WHAT YOU SHOULD DO » State how many lines below hold the word "paths". Give that number and no other text.

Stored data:
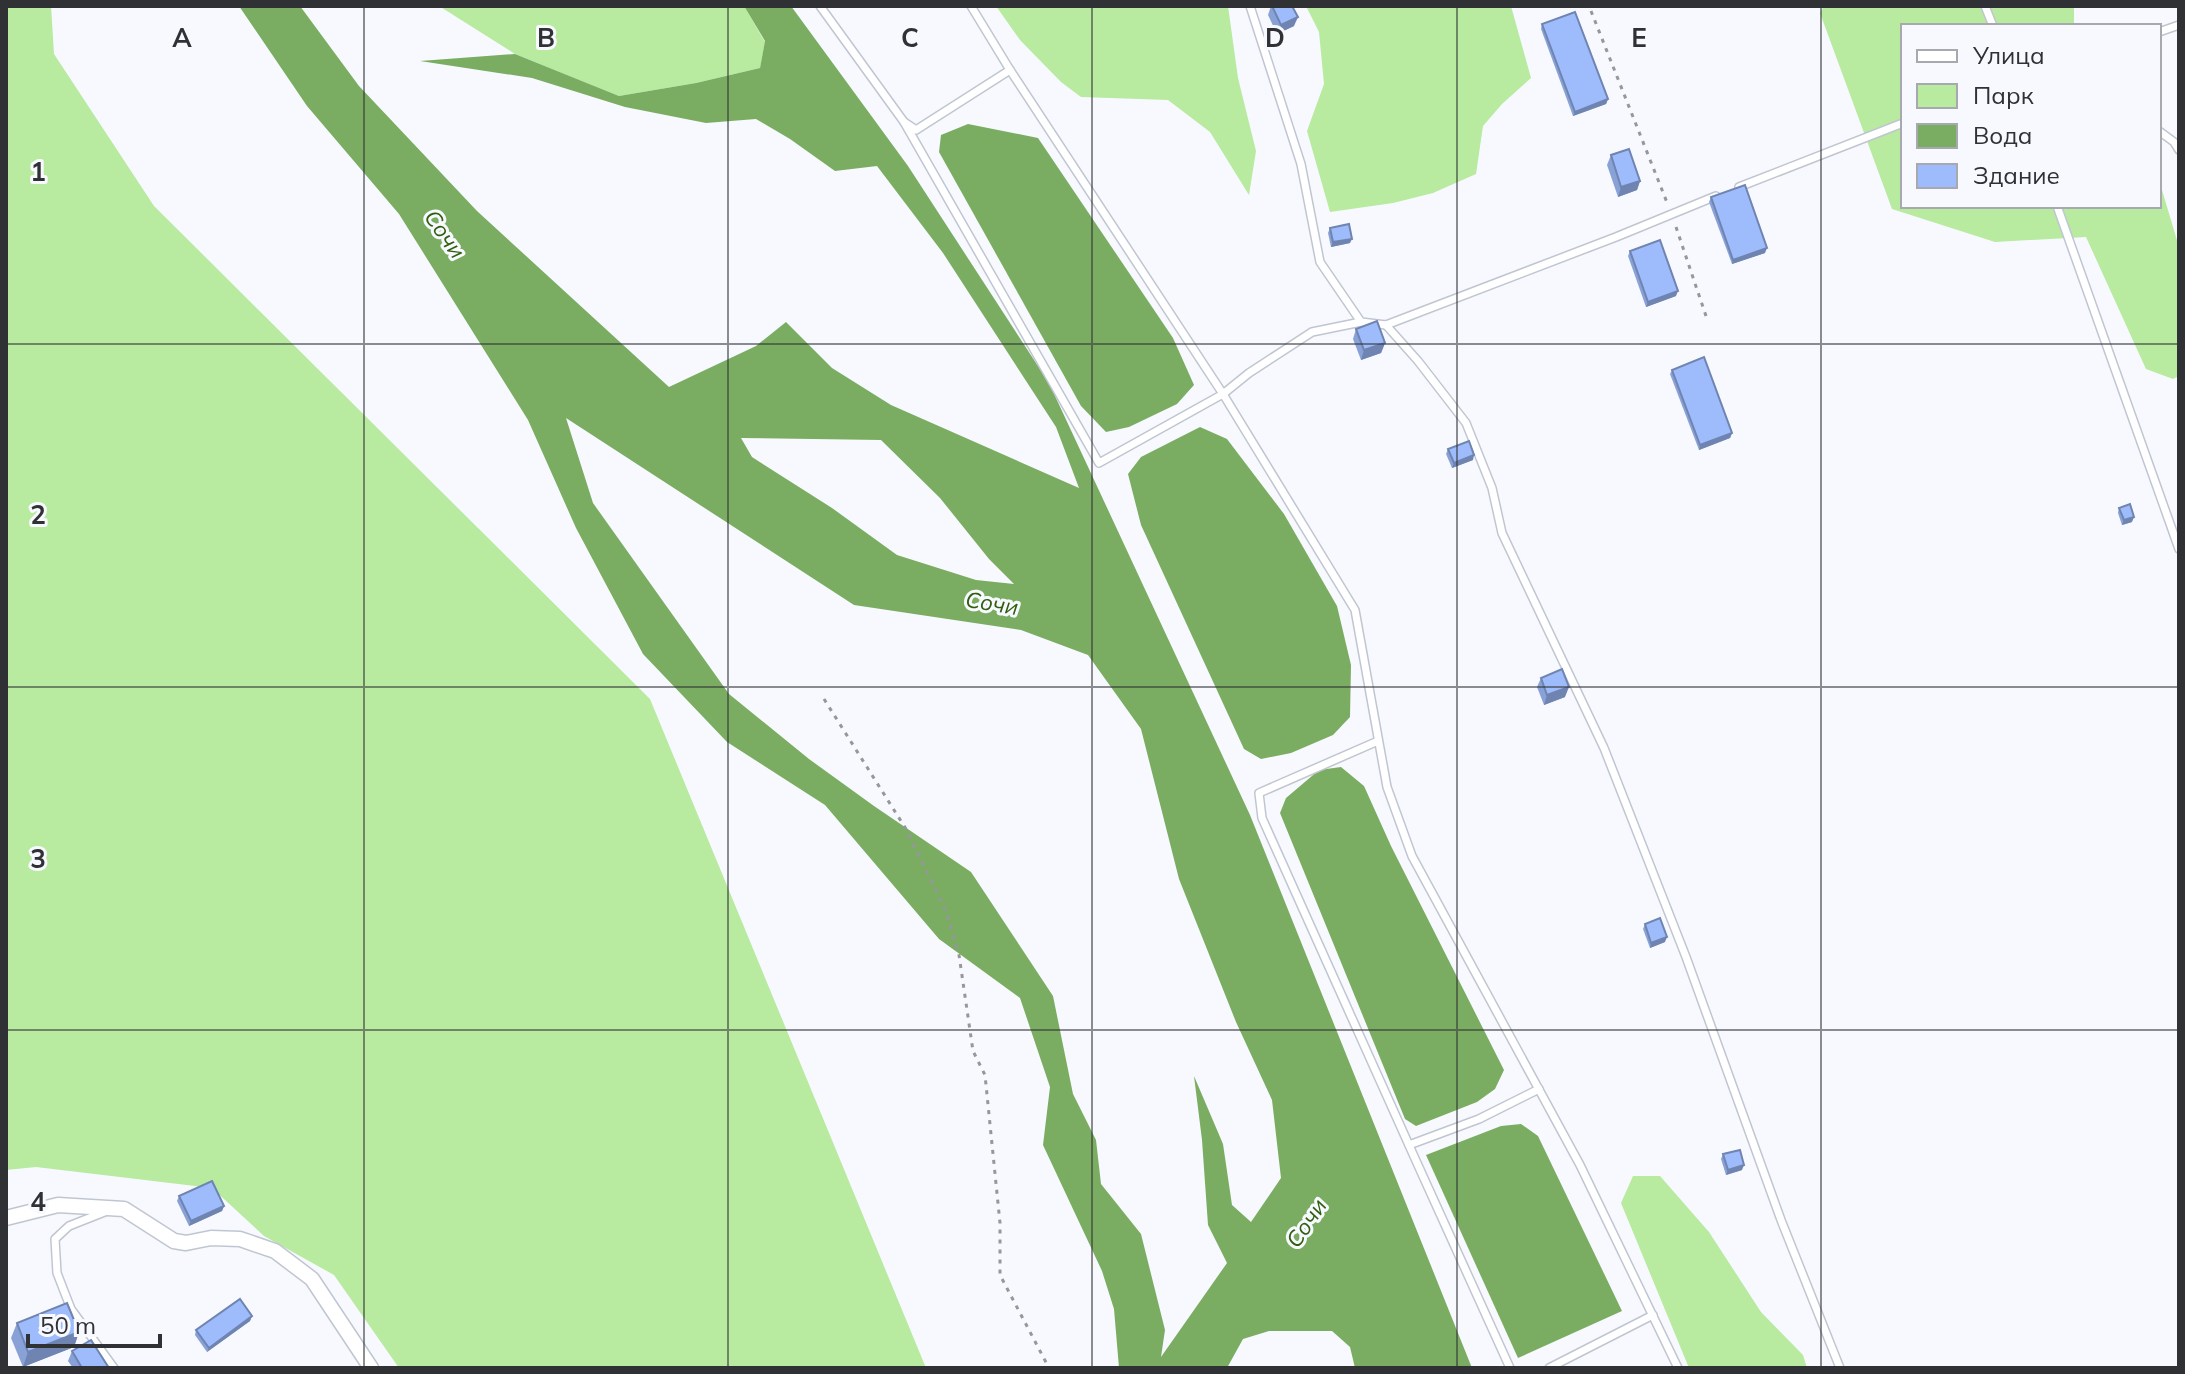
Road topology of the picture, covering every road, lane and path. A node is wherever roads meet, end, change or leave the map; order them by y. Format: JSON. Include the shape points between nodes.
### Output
{"nodes":[{"id":1,"x":820,"y":6,"type":"edge"},
{"id":2,"x":971,"y":6,"type":"edge"},
{"id":3,"x":1250,"y":6,"type":"edge"},
{"id":4,"x":1591,"y":11,"type":"dead end"},
{"id":5,"x":1010,"y":70,"type":"junction"},
{"id":6,"x":904,"y":122,"type":"junction"},
{"id":7,"x":1901,"y":124,"type":"edge"},
{"id":8,"x":2161,"y":132,"type":"edge"},
{"id":9,"x":2179,"y":150,"type":"edge"},
{"id":10,"x":2058,"y":208,"type":"edge"},
{"id":11,"x":1671,"y":214,"type":"junction"},
{"id":12,"x":1707,"y":319,"type":"dead end"},
{"id":13,"x":1361,"y":322,"type":"junction"},
{"id":14,"x":1386,"y":325,"type":"junction"},
{"id":15,"x":1223,"y":394,"type":"junction"},
{"id":16,"x":2179,"y":549,"type":"edge"},
{"id":17,"x":824,"y":699,"type":"dead end"},
{"id":18,"x":1378,"y":741,"type":"junction"},
{"id":19,"x":1539,"y":1089,"type":"junction"},
{"id":20,"x":1409,"y":1145,"type":"junction"},
{"id":21,"x":113,"y":1209,"type":"junction"},
{"id":22,"x":6,"y":1218,"type":"edge"},
{"id":23,"x":1653,"y":1315,"type":"junction"},
{"id":24,"x":114,"y":1368,"type":"edge"},
{"id":25,"x":371,"y":1368,"type":"edge"},
{"id":26,"x":1049,"y":1368,"type":"edge"},
{"id":27,"x":1510,"y":1368,"type":"edge"},
{"id":28,"x":1549,"y":1368,"type":"edge"},
{"id":29,"x":1678,"y":1368,"type":"edge"},
{"id":30,"x":1840,"y":1368,"type":"edge"}],
"edges":[{"from":1,"to":6,"type":"lane"},
{"from":2,"to":5,"type":"lane"},
{"from":3,"to":13,"type":"lane","via":[[1301,164],[1320,262]]},
{"from":4,"to":11,"type":"path"},
{"from":5,"to":6,"type":"lane","via":[[916,130]]},
{"from":5,"to":15,"type":"lane"},
{"from":6,"to":15,"type":"lane","via":[[1099,463]]},
{"from":7,"to":11,"type":"lane"},
{"from":8,"to":9,"type":"lane"},
{"from":10,"to":16,"type":"lane"},
{"from":11,"to":12,"type":"path"},
{"from":11,"to":14,"type":"lane"},
{"from":13,"to":14,"type":"lane"},
{"from":13,"to":15,"type":"lane","via":[[1312,332]]},
{"from":14,"to":30,"type":"lane","via":[[1466,423],[1492,488],[1502,533],[1604,748]]},
{"from":15,"to":18,"type":"lane","via":[[1355,610]]},
{"from":17,"to":26,"type":"path","via":[[906,829],[946,911],[959,955],[973,1051],[985,1075],[1000,1275]]},
{"from":18,"to":19,"type":"lane","via":[[1387,787],[1412,856]]},
{"from":18,"to":20,"type":"lane","via":[[1259,793],[1262,818]]},
{"from":19,"to":20,"type":"lane"},
{"from":19,"to":23,"type":"lane"},
{"from":20,"to":27,"type":"lane"},
{"from":21,"to":22,"type":"street","via":[[58,1205]]},
{"from":21,"to":24,"type":"lane","via":[[69,1226],[55,1239],[57,1273],[71,1309]]},
{"from":21,"to":25,"type":"street","via":[[124,1209],[174,1241],[240,1239],[275,1251],[312,1279]]},
{"from":23,"to":28,"type":"lane"},
{"from":23,"to":29,"type":"lane"}]}
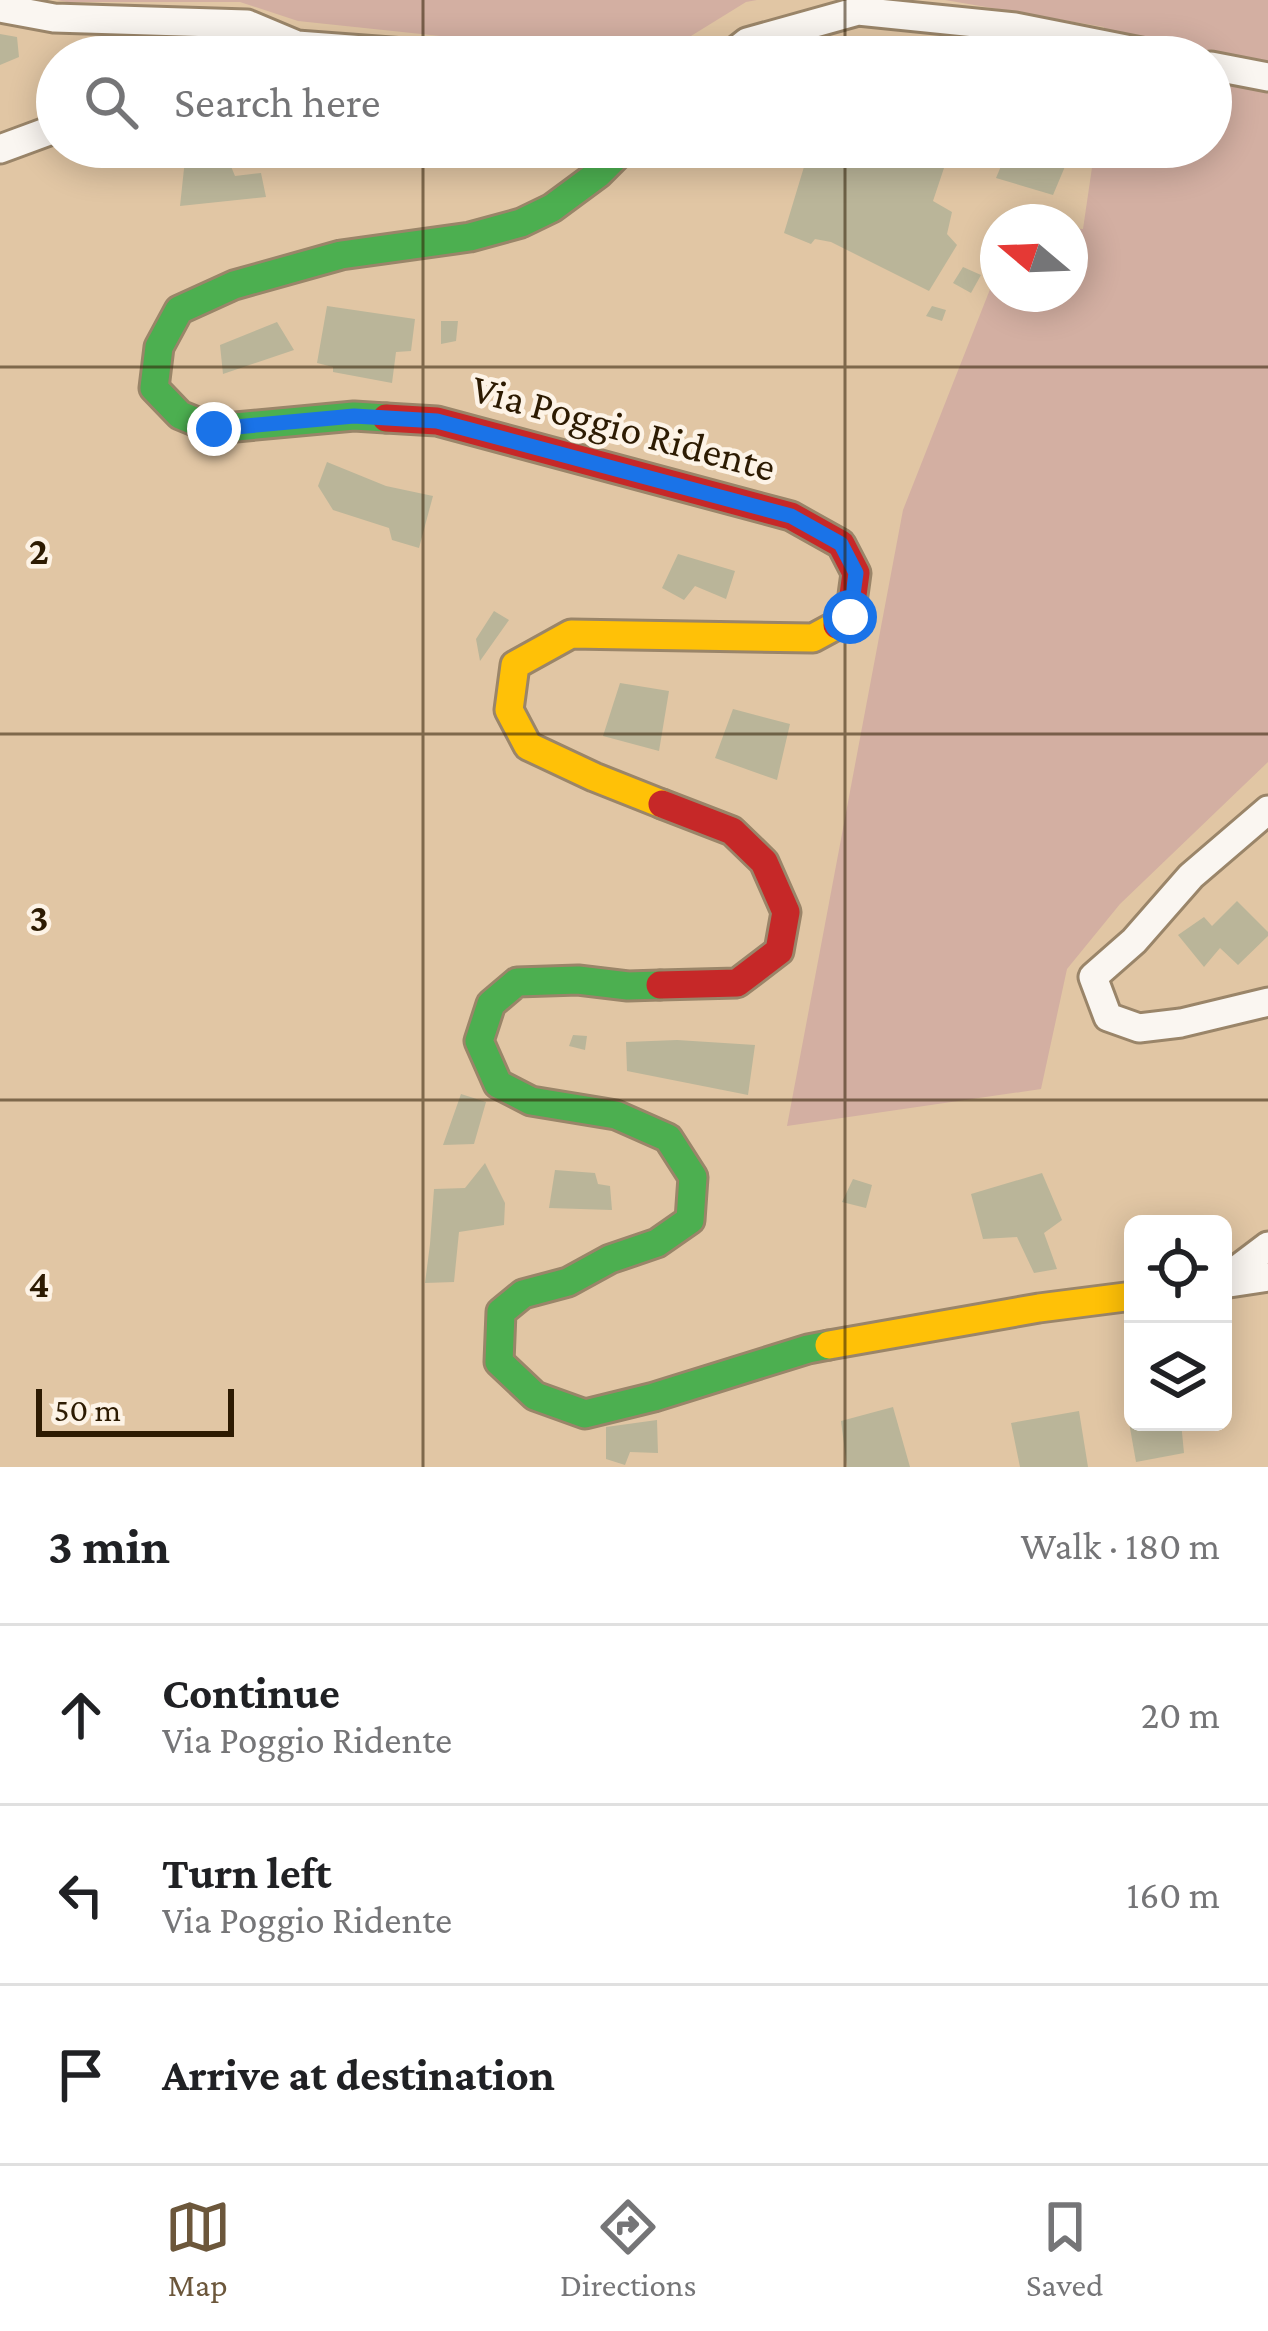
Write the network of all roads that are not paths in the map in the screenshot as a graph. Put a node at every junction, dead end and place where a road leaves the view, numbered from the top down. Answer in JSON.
{"nodes":[{"id":1,"x":0,"y":8,"type":"edge"},
{"id":2,"x":274,"y":36,"type":"edge"},
{"id":3,"x":768,"y":36,"type":"edge"},
{"id":4,"x":1060,"y":36,"type":"edge"},
{"id":5,"x":1232,"y":70,"type":"edge"},
{"id":6,"x":1268,"y":77,"type":"edge"},
{"id":7,"x":36,"y":135,"type":"edge"},
{"id":8,"x":0,"y":148,"type":"edge"},
{"id":9,"x":589,"y":168,"type":"edge"},
{"id":10,"x":1268,"y":811,"type":"edge"},
{"id":11,"x":1268,"y":1002,"type":"edge"},
{"id":12,"x":1268,"y":1246,"type":"edge"},
{"id":13,"x":1232,"y":1275,"type":"edge"},
{"id":14,"x":1268,"y":1276,"type":"edge"},
{"id":15,"x":1232,"y":1281,"type":"edge"},
{"id":16,"x":1124,"y":1297,"type":"edge"}],
"edges":[{"from":1,"to":2,"type":"street"},
{"from":3,"to":4,"type":"street"},
{"from":5,"to":6,"type":"street"},
{"from":7,"to":8,"type":"street"},
{"from":9,"to":16,"type":"street","name":"Via Poggio Ridente"},
{"from":10,"to":11,"type":"street"},
{"from":12,"to":13,"type":"street"},
{"from":14,"to":15,"type":"street"}]}
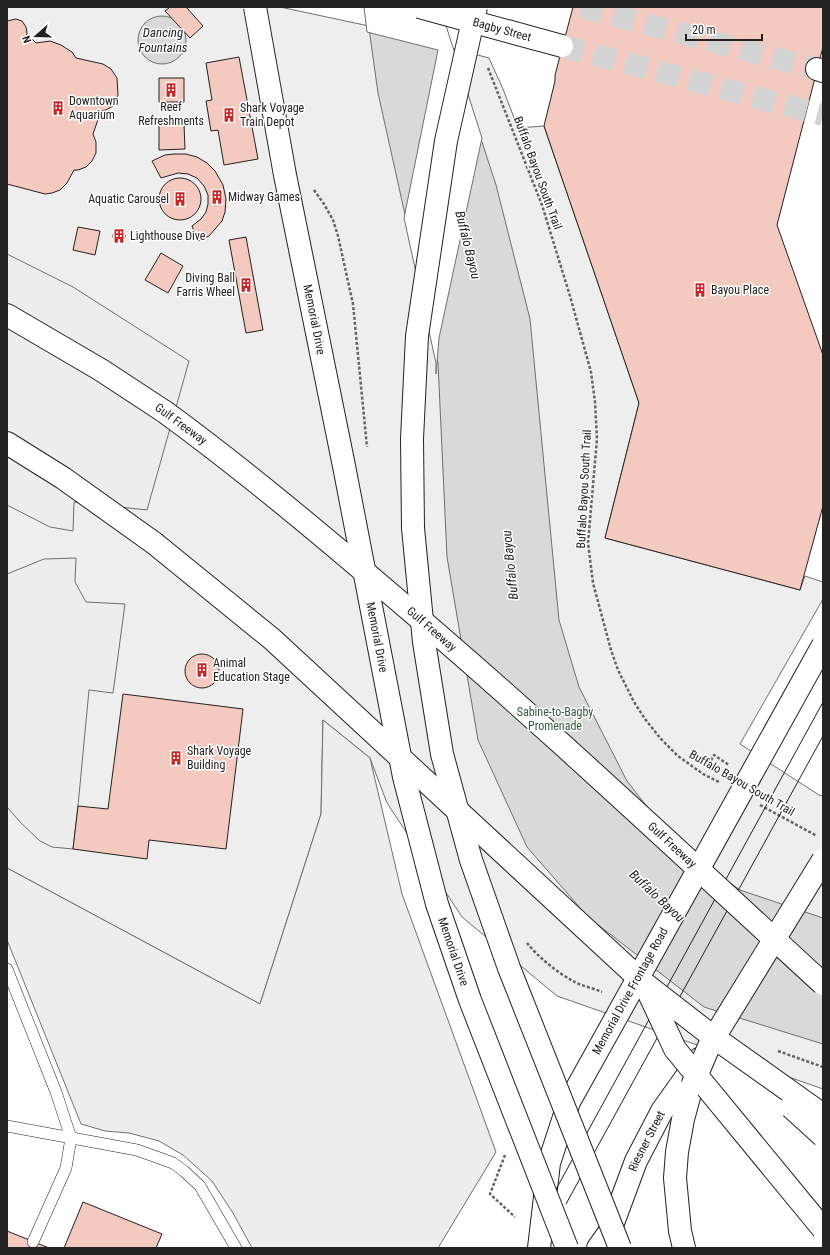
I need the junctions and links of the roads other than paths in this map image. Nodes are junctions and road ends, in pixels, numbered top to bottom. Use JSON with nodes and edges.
{"nodes":[{"id":1,"x":255,"y":7,"type":"edge"},
{"id":2,"x":419,"y":7,"type":"edge"},
{"id":3,"x":475,"y":14,"type":"edge"},
{"id":4,"x":562,"y":46,"type":"tunnel mouth"},
{"id":5,"x":7,"y":315,"type":"edge"},
{"id":6,"x":7,"y":443,"type":"edge"},
{"id":7,"x":823,"y":645,"type":"edge"},
{"id":8,"x":823,"y":860,"type":"edge"},
{"id":9,"x":8,"y":976,"type":"edge"},
{"id":10,"x":645,"y":984,"type":"junction"},
{"id":11,"x":823,"y":984,"type":"edge"},
{"id":12,"x":711,"y":1040,"type":"junction"},
{"id":13,"x":688,"y":1083,"type":"junction"},
{"id":14,"x":823,"y":1115,"type":"edge"},
{"id":15,"x":7,"y":1126,"type":"edge"},
{"id":16,"x":823,"y":1136,"type":"edge"},
{"id":17,"x":71,"y":1138,"type":"junction"},
{"id":18,"x":823,"y":1229,"type":"edge"},
{"id":19,"x":34,"y":1242,"type":"dead end"},
{"id":20,"x":236,"y":1248,"type":"edge"},
{"id":21,"x":539,"y":1248,"type":"edge"},
{"id":22,"x":567,"y":1248,"type":"edge"},
{"id":23,"x":598,"y":1248,"type":"edge"},
{"id":24,"x":620,"y":1248,"type":"edge"},
{"id":25,"x":684,"y":1248,"type":"edge"}],
"edges":[{"from":1,"to":22,"type":"main road","name":"Memorial Drive","bridge":true},
{"from":2,"to":3,"type":"main road","name":"Bagby Street","bridge":true},
{"from":3,"to":4,"type":"main road","name":"Bagby Street","bridge":true},
{"from":3,"to":24,"type":"main road","bridge":true},
{"from":5,"to":11,"type":"main road","name":"Gulf Freeway","bridge":true},
{"from":6,"to":10,"type":"main road","bridge":true},
{"from":7,"to":21,"type":"main road","name":"Memorial Drive Frontage Road","bridge":true},
{"from":8,"to":12,"type":"main road","bridge":true},
{"from":9,"to":17,"type":"lane"},
{"from":10,"to":12,"type":"main road","bridge":true},
{"from":10,"to":18,"type":"main road","bridge":true},
{"from":12,"to":13,"type":"main road","bridge":true},
{"from":12,"to":14,"type":"main road","bridge":true},
{"from":12,"to":16,"type":"main road","bridge":true},
{"from":13,"to":23,"type":"main road","name":"Riesner Street"},
{"from":13,"to":25,"type":"main road"},
{"from":15,"to":17,"type":"lane"},
{"from":17,"to":19,"type":"lane"},
{"from":17,"to":20,"type":"lane"}]}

ANSWER BOX » 2